▸ Data provided
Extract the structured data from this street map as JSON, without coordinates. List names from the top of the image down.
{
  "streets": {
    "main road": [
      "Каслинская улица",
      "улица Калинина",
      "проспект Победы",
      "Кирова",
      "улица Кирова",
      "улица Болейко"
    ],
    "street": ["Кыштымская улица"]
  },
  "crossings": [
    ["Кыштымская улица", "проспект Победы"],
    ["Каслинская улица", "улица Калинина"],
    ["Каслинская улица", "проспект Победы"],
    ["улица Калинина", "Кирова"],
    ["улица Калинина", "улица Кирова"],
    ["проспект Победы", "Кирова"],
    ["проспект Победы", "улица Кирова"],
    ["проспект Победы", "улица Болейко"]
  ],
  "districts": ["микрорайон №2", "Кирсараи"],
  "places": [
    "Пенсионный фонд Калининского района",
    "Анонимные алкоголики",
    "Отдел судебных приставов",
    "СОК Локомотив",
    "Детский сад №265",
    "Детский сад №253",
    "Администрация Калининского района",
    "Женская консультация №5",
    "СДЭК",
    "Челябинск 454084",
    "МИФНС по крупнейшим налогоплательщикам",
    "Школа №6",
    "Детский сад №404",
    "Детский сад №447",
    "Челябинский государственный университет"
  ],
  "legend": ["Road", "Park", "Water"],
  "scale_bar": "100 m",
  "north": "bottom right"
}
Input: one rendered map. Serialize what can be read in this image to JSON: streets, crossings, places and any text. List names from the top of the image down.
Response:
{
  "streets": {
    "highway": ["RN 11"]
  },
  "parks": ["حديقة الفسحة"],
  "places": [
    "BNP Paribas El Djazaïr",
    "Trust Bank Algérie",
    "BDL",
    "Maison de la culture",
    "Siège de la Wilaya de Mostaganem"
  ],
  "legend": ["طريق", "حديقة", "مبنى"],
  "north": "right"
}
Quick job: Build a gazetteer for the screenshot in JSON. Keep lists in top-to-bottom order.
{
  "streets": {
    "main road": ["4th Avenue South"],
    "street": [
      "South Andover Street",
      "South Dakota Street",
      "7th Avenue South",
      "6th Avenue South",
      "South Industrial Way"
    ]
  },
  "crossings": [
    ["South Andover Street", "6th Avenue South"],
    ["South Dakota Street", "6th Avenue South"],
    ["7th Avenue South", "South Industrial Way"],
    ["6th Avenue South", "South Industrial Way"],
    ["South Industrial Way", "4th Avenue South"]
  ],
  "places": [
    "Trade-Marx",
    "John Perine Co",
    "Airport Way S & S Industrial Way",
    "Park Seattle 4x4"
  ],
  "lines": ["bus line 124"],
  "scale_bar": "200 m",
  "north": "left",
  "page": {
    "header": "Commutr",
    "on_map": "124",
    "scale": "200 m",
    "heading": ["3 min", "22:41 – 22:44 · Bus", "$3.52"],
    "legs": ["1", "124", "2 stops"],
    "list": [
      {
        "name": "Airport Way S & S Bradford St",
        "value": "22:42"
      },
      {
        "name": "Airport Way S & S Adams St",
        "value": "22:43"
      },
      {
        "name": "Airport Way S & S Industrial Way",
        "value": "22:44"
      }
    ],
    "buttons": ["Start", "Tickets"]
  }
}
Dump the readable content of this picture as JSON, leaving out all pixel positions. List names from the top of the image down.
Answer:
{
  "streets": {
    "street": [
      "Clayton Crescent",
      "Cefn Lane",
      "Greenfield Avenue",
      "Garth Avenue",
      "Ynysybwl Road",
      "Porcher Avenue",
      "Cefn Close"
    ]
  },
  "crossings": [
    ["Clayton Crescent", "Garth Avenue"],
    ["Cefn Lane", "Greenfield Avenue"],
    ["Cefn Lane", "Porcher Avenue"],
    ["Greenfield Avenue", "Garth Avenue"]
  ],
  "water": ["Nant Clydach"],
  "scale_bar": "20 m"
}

▸ Problem requirements
All the records above need to be set down again exactly as they were given.

▸ Exercise result
Extract the structured data from this street map as JSON, without coordinates. List names from the top of the image down.
{
  "streets": {
    "main road": [
      "Каслинская улица",
      "улица Калинина",
      "проспект Победы",
      "Кирова",
      "улица Кирова",
      "улица Болейко"
    ],
    "street": ["Кыштымская улица"]
  },
  "crossings": [
    ["Кыштымская улица", "проспект Победы"],
    ["Каслинская улица", "улица Калинина"],
    ["Каслинская улица", "проспект Победы"],
    ["улица Калинина", "Кирова"],
    ["улица Калинина", "улица Кирова"],
    ["проспект Победы", "Кирова"],
    ["проспект Победы", "улица Кирова"],
    ["проспект Победы", "улица Болейко"]
  ],
  "districts": ["микрорайон №2", "Кирсараи"],
  "places": [
    "Пенсионный фонд Калининского района",
    "Анонимные алкоголики",
    "Отдел судебных приставов",
    "СОК Локомотив",
    "Детский сад №265",
    "Детский сад №253",
    "Администрация Калининского района",
    "Женская консультация №5",
    "СДЭК",
    "Челябинск 454084",
    "МИФНС по крупнейшим налогоплательщикам",
    "Школа №6",
    "Детский сад №404",
    "Детский сад №447",
    "Челябинский государственный университет"
  ],
  "legend": ["Road", "Park", "Water"],
  "scale_bar": "100 m",
  "north": "bottom right"
}
Input: one rendered map. Serialize what can be read in this image to JSON: streets, crossings, places and any text. List names from the top of the image down.
Response:
{
  "streets": {
    "highway": ["RN 11"]
  },
  "parks": ["حديقة الفسحة"],
  "places": [
    "BNP Paribas El Djazaïr",
    "Trust Bank Algérie",
    "BDL",
    "Maison de la culture",
    "Siège de la Wilaya de Mostaganem"
  ],
  "legend": ["طريق", "حديقة", "مبنى"],
  "north": "right"
}
Quick job: Build a gazetteer for the screenshot in JSON. Keep lists in top-to-bottom order.
{
  "streets": {
    "main road": ["4th Avenue South"],
    "street": [
      "South Andover Street",
      "South Dakota Street",
      "7th Avenue South",
      "6th Avenue South",
      "South Industrial Way"
    ]
  },
  "crossings": [
    ["South Andover Street", "6th Avenue South"],
    ["South Dakota Street", "6th Avenue South"],
    ["7th Avenue South", "South Industrial Way"],
    ["6th Avenue South", "South Industrial Way"],
    ["South Industrial Way", "4th Avenue South"]
  ],
  "places": [
    "Trade-Marx",
    "John Perine Co",
    "Airport Way S & S Industrial Way",
    "Park Seattle 4x4"
  ],
  "lines": ["bus line 124"],
  "scale_bar": "200 m",
  "north": "left",
  "page": {
    "header": "Commutr",
    "on_map": "124",
    "scale": "200 m",
    "heading": ["3 min", "22:41 – 22:44 · Bus", "$3.52"],
    "legs": ["1", "124", "2 stops"],
    "list": [
      {
        "name": "Airport Way S & S Bradford St",
        "value": "22:42"
      },
      {
        "name": "Airport Way S & S Adams St",
        "value": "22:43"
      },
      {
        "name": "Airport Way S & S Industrial Way",
        "value": "22:44"
      }
    ],
    "buttons": ["Start", "Tickets"]
  }
}
Dump the readable content of this picture as JSON, leaving out all pixel positions. List names from the top of the image down.
Answer:
{
  "streets": {
    "street": [
      "Clayton Crescent",
      "Cefn Lane",
      "Greenfield Avenue",
      "Garth Avenue",
      "Ynysybwl Road",
      "Porcher Avenue",
      "Cefn Close"
    ]
  },
  "crossings": [
    ["Clayton Crescent", "Garth Avenue"],
    ["Cefn Lane", "Greenfield Avenue"],
    ["Cefn Lane", "Porcher Avenue"],
    ["Greenfield Avenue", "Garth Avenue"]
  ],
  "water": ["Nant Clydach"],
  "scale_bar": "20 m"
}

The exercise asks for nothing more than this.